Информация от издательства
© Лавряшина Ю. А., 2019
© Капнинский А. В., иллюстрации, 2019
© «Время», 2019
Часть первая
1. Волчья ягода
В моей комнате пахнет соснами – окна всегда нараспашку. Папа специально выбирал для будущего дома место, где растут только хвойные деревья: сосны, ёлки… И ещё очень хитрые деревья – лиственницы. Они прикидываются хвойными, а сами осенью сбрасывают иголочки! Я видела, как под ними в октябре появляется жёлтый-жёлтый коврик.
Хотя осенью мы в наш терем редко приезжаем… Надо же ходить в школу, а она – в городе. Я целых два года отходила.

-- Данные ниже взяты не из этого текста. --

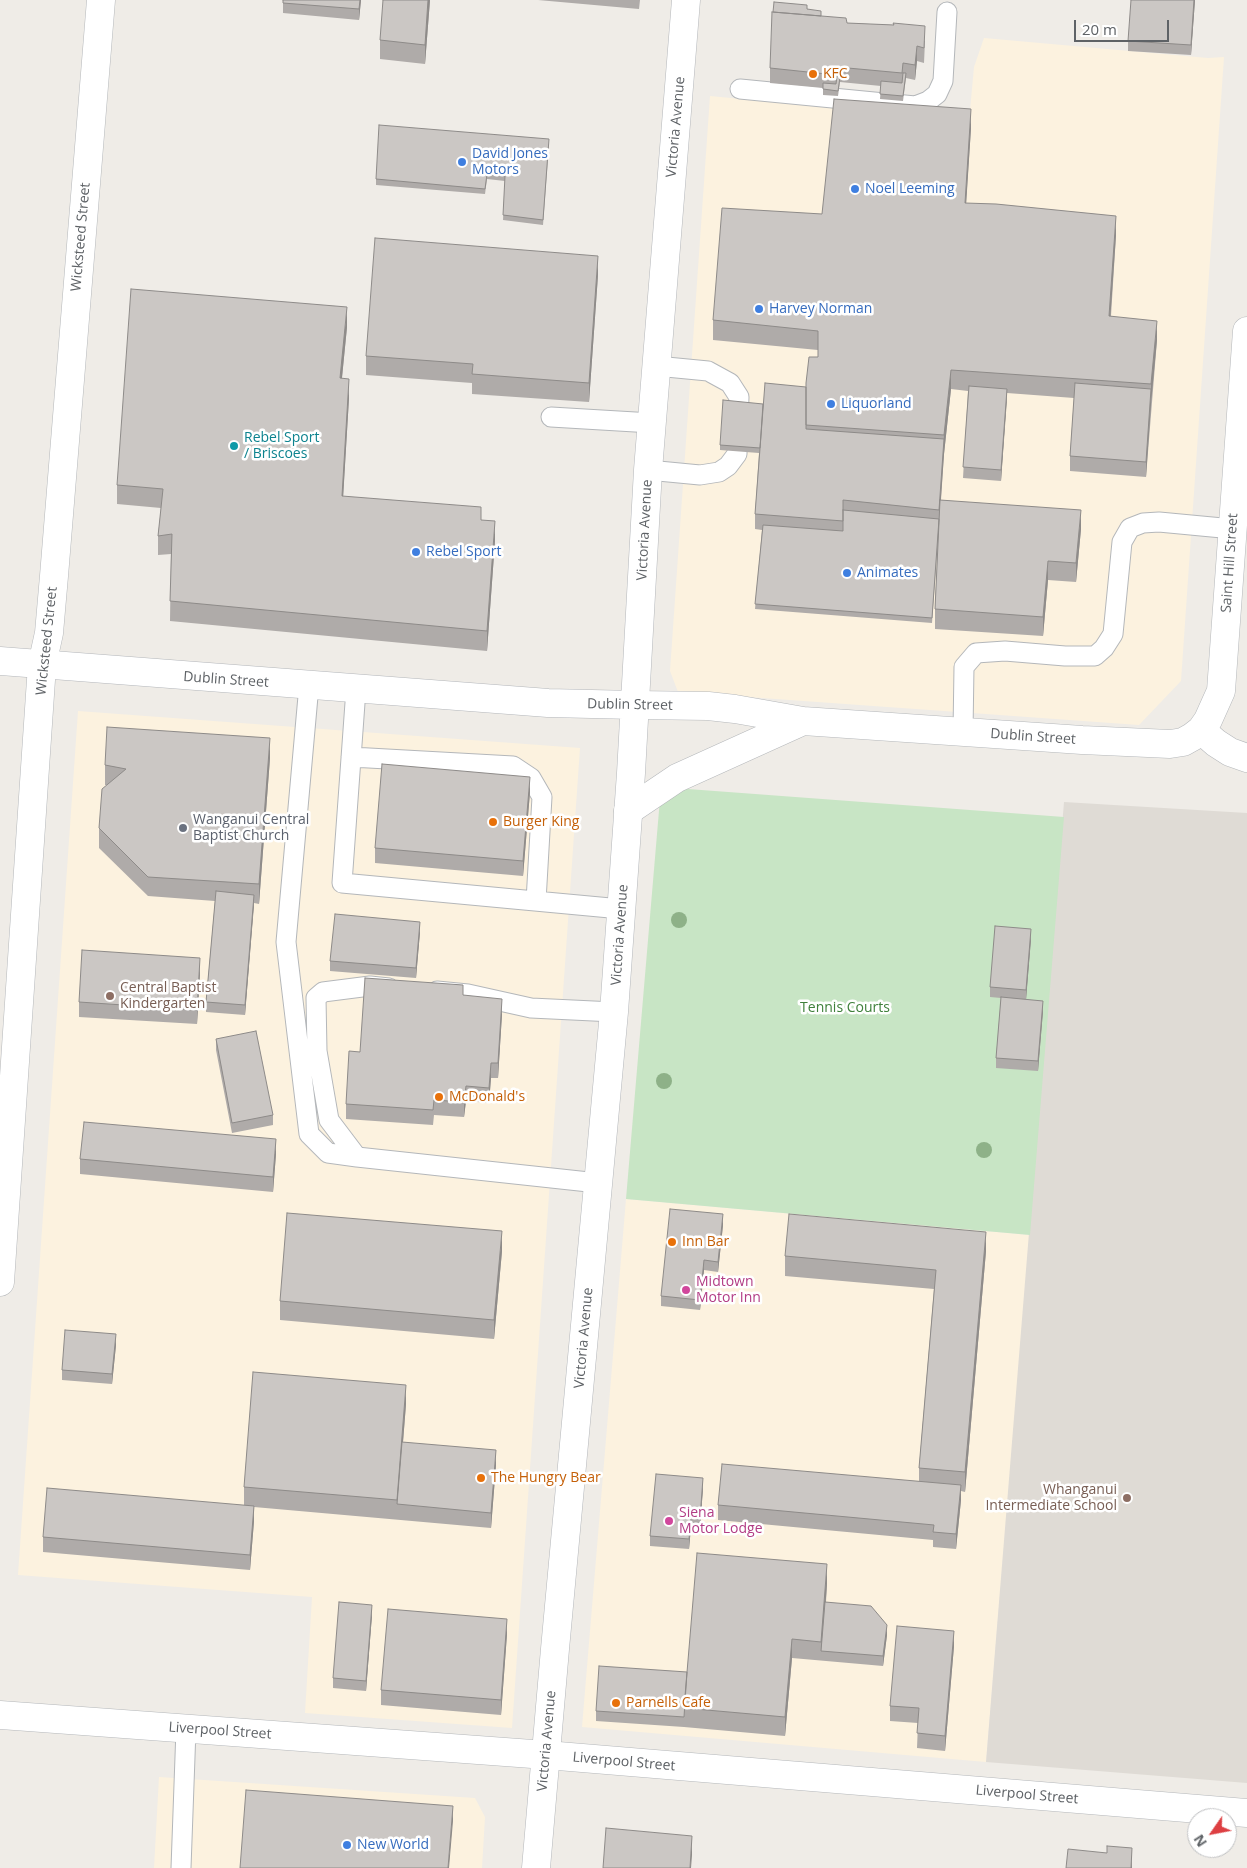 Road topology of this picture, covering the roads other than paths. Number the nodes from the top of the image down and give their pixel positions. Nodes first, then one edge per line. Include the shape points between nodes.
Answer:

Сейчас каникулы, и папа привёз нас с бабушкой и дедушкой к нашим любимым деревьям с иголочками! На остальные у меня аллергия, особенно на берёзы. И это очень обидно, потому что они мне нравятся. Радостные такие!
Стены нашего высоченного терема из той самой лиственницы-хитрюги. Бабушка говорит, что я живу в светёлке. По-правильному – это мансарда. Здесь мне никто не мешает, можно читать сколько захочешь. Или хоть час сидеть с куклами прямо на полу. У них золотистые локоны и розовые ручки с ямочками у локтей. Я выворачивала свои руки и осматривала локти: раньше на них тоже были ямочки. Куда делись?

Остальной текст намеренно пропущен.